My one-line question would be, what is the Riesz transform of the constant function, identically equal to 1 on $\mathbb{R}^2$?

But more fundamentally, my question stems from some confusion about the definition of the Riesz transform. On $\mathbb{R}^2$, the Riesz transform is given by

$$R_jf(x)=cP.V.\int_{\mathbb{R}^2}\frac{x_j-y_j}{|x-y|^3}f(y)\,dy$$ for some constant $c$, and most sources I've seen (including many textbooks and wikipedia) defines the principal value by the following $$P.V.\int_{\mathbb{R}^2}\frac{x_j-y_j}{|x-y|^3}f(y)\,dy=\lim_{\epsilon\to 0^+}\int_{|x-y|\ge \epsilon}\frac{x_j-y_j}{|x-y|^3}f(y)\,dy.$$ Now if we take this definition, then it's not clear that the Riesz transform of a constant function should be defined since there's not enough decay at infinity.
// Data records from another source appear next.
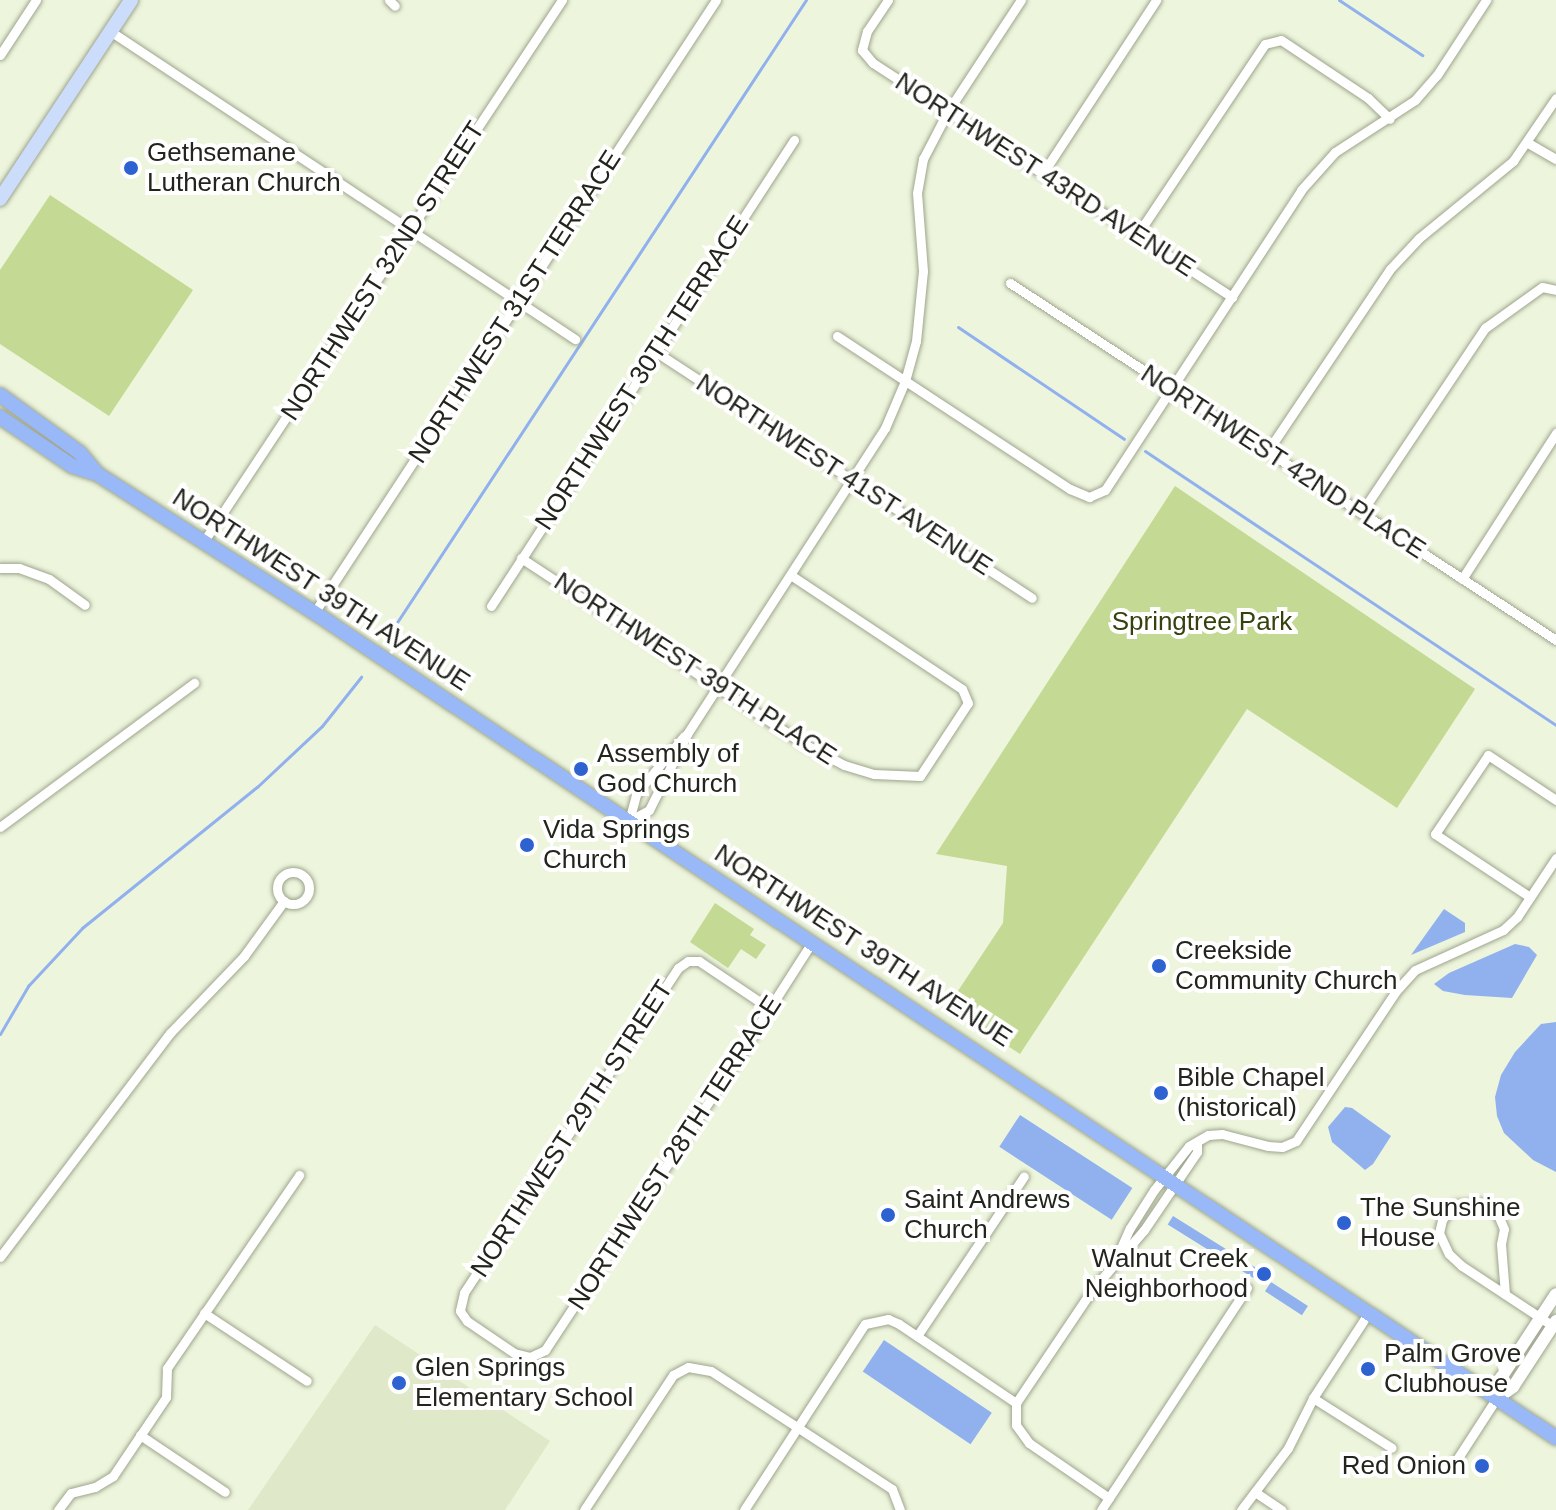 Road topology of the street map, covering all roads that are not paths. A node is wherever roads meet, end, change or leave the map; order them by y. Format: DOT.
graph roads {
  1 [pos="36,0"];
  2 [pos="131,0"];
  3 [pos="562,0"];
  4 [pos="716,0"];
  5 [pos="888,0"];
  6 [pos="1021,0"];
  7 [pos="1156,0"];
  8 [pos="1481,2"];
  9 [pos="110,31"];
  10 [pos="0,55"];
  11 [pos="1556,98"];
  12 [pos="948,111"];
  13 [pos="1390,119"];
  14 [pos="794,140"];
  15 [pos="1528,143"];
  16 [pos="1556,159"];
  17 [pos="1043,173"];
  18 [pos="0,199"];
  19 [pos="409,230"];
  20 [pos="1137,235"];
  21 [pos="1010,283"];
  22 [pos="1556,290"];
  23 [pos="1232,297"];
  24 [pos="519,302"];
  25 [pos="837,336"];
  26 [pos="575,339"];
  27 [pos="656,352"];
  28 [pos="905,381"];
  29 [pos="1171,389"];
  30 [pos="0,395"];
  31 [pos="0,417"];
  32 [pos="1556,433"];
  33 [pos="1267,452"];
  34 [pos="99,475"];
  35 [pos="853,482"];
  36 [pos="1361,513"];
  37 [pos="204,541"];
  38 [pos="521,558"];
  39 [pos="0,568"];
  40 [pos="792,576"];
  41 [pos="1462,579"];
  42 [pos="1032,598"];
  43 [pos="85,605"];
  44 [pos="491,606"];
  45 [pos="314,613"];
  46 [pos="1556,639"];
  47 [pos="194,683"];
  48 [pos="718,687"];
  49 [pos="687,734"];
  50 [pos="1556,800"];
  51 [pos="629,821"];
  52 [pos="0,827"];
  53 [pos="1556,858"];
  54 [pos="1530,897"];
  55 [pos="284,901"];
  56 [pos="812,942"];
  57 [pos="769,1008"];
  58 [pos="299,1175"];
  59 [pos="1024,1176"];
  60 [pos="1170,1180"];
  61 [pos="0,1257"];
  62 [pos="1247,1288"];
  63 [pos="1505,1294"];
  64 [pos="1556,1294"];
  65 [pos="1369,1312"];
  66 [pos="204,1313"];
  67 [pos="1541,1317"];
  68 [pos="1554,1323"];
  69 [pos="917,1336"];
  70 [pos="530,1357"];
  71 [pos="307,1381"];
  72 [pos="1313,1398"];
  73 [pos="1496,1399"];
  74 [pos="1016,1403"];
  75 [pos="798,1427"];
  76 [pos="140,1435"];
  77 [pos="1556,1438"];
  78 [pos="1392,1448"];
  79 [pos="1452,1467"];
  80 [pos="225,1492"];
  81 [pos="1255,1492"];
  82 [pos="1109,1498"];
  83 [pos="899,1505"];
  84 [pos="58,1510"];
  85 [pos="584,1510"];
  86 [pos="744,1510"];
  87 [pos="1101,1510"];
  88 [pos="1241,1510"];
  89 [pos="1282,1510"];
  1 -- 10 [label="street"];
  2 -- 9 [label="main road"];
  3 -- 19 [label="street, NORTHWEST 32ND STREET"];
  4 -- 24 [label="street, NORTHWEST 31ST TERRACE"];
  5 -- 12 [label="street, NORTHWEST 43RD AVENUE"];
  6 -- 12 [label="street"];
  7 -- 17 [label="street"];
  8 -- 13 [label="street"];
  9 -- 18 [label="main road"];
  9 -- 19 [label="street"];
  11 -- 15 [label="street"];
  12 -- 17 [label="street, NORTHWEST 43RD AVENUE"];
  12 -- 28 [label="street"];
  13 -- 20 [label="street"];
  13 -- 23 [label="street"];
  14 -- 27 [label="street, NORTHWEST 30TH TERRACE"];
  15 -- 16 [label="street"];
  15 -- 33 [label="street"];
  17 -- 20 [label="street, NORTHWEST 43RD AVENUE"];
  19 -- 24 [label="street"];
  19 -- 37 [label="street, NORTHWEST 32ND STREET"];
  20 -- 23 [label="street, NORTHWEST 43RD AVENUE"];
  21 -- 29 [label="street, NORTHWEST 42ND PLACE"];
  22 -- 36 [label="street"];
  23 -- 29 [label="street"];
  24 -- 26 [label="street"];
  24 -- 45 [label="street, NORTHWEST 31ST TERRACE"];
  25 -- 28 [label="street"];
  27 -- 35 [label="street, NORTHWEST 41ST AVENUE"];
  27 -- 38 [label="street, NORTHWEST 30TH TERRACE"];
  28 -- 29 [label="street"];
  28 -- 35 [label="street"];
  29 -- 33 [label="street, NORTHWEST 42ND PLACE"];
  30 -- 34 [label="main road, NORTHWEST 39TH AVENUE"];
  31 -- 34 [label="main road, NORTHWEST 39TH AVENUE"];
  32 -- 41 [label="street"];
  33 -- 36 [label="street, NORTHWEST 42ND PLACE"];
  34 -- 37 [label="main road, NORTHWEST 39TH AVENUE"];
  35 -- 40 [label="street"];
  35 -- 42 [label="street, NORTHWEST 41ST AVENUE"];
  36 -- 41 [label="street, NORTHWEST 42ND PLACE"];
  37 -- 45 [label="main road, NORTHWEST 39TH AVENUE"];
  38 -- 44 [label="street, NORTHWEST 30TH TERRACE"];
  38 -- 48 [label="street, NORTHWEST 39TH PLACE"];
  39 -- 43 [label="street"];
  40 -- 48 [label="street"];
  40 -- 48 [label="street, NORTHWEST 39TH PLACE"];
  41 -- 46 [label="street, NORTHWEST 42ND PLACE"];
  45 -- 51 [label="main road, NORTHWEST 39TH AVENUE"];
  47 -- 52 [label="street"];
  48 -- 49 [label="street"];
  49 -- 51 [label="street"];
  49 -- 51 [label="street"];
  50 -- 54 [label="street"];
  51 -- 56 [label="main road, NORTHWEST 39TH AVENUE"];
  53 -- 54 [label="street"];
  54 -- 60 [label="street"];
  55 -- 61 [label="street"];
  56 -- 57 [label="street, NORTHWEST 28TH TERRACE"];
  56 -- 60 [label="main road, NORTHWEST 39TH AVENUE"];
  57 -- 70 [label="street, NORTHWEST 28TH TERRACE"];
  57 -- 70 [label="street, NORTHWEST 29TH STREET"];
  58 -- 66 [label="street"];
  59 -- 69 [label="street"];
  60 -- 65 [label="main road, NORTHWEST 39TH AVENUE"];
  60 -- 74 [label="street"];
  62 -- 82 [label="street"];
  63 -- 63 [label="street"];
  63 -- 67 [label="street"];
  64 -- 67 [label="street"];
  65 -- 72 [label="street"];
  65 -- 73 [label="main road, NORTHWEST 39TH AVENUE"];
  66 -- 71 [label="street"];
  66 -- 76 [label="street"];
  67 -- 68 [label="street"];
  67 -- 73 [label="street"];
  68 -- 73 [label="street"];
  69 -- 74 [label="street"];
  69 -- 75 [label="street"];
  72 -- 78 [label="street"];
  72 -- 81 [label="street"];
  73 -- 77 [label="main road, NORTHWEST 39TH AVENUE"];
  73 -- 79 [label="street"];
  74 -- 82 [label="street"];
  75 -- 83 [label="street"];
  75 -- 85 [label="street"];
  75 -- 86 [label="street"];
  76 -- 80 [label="street"];
  76 -- 84 [label="street"];
  81 -- 88 [label="street"];
  81 -- 89 [label="street"];
  82 -- 87 [label="street"];
}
On the other hand, I've seen in some sources (particularly in defining the Hilbert transform) the following "alternative" definition of the principal value $$P.V.\int_{\mathbb{R}^2}\frac{x_j-y_j}{|x-y|^3}f(y)\,dy=\lim_{\epsilon\to 0^+}\int_{\epsilon^{-1}\ge |x-y|\ge \epsilon}\frac{x_j-y_j}{|x-y|^3}f(y)\,dy.$$ Now if we do define the principal value this way, then the Riesz transform of a constant function would simply be 0 because of the cancellation property of the kernel, i.e. the kernel integrated over any circle centered at $x$ vanishes.

So, how is the Riesz transform "truly" defined (as a singular integral; not fourier transforms)?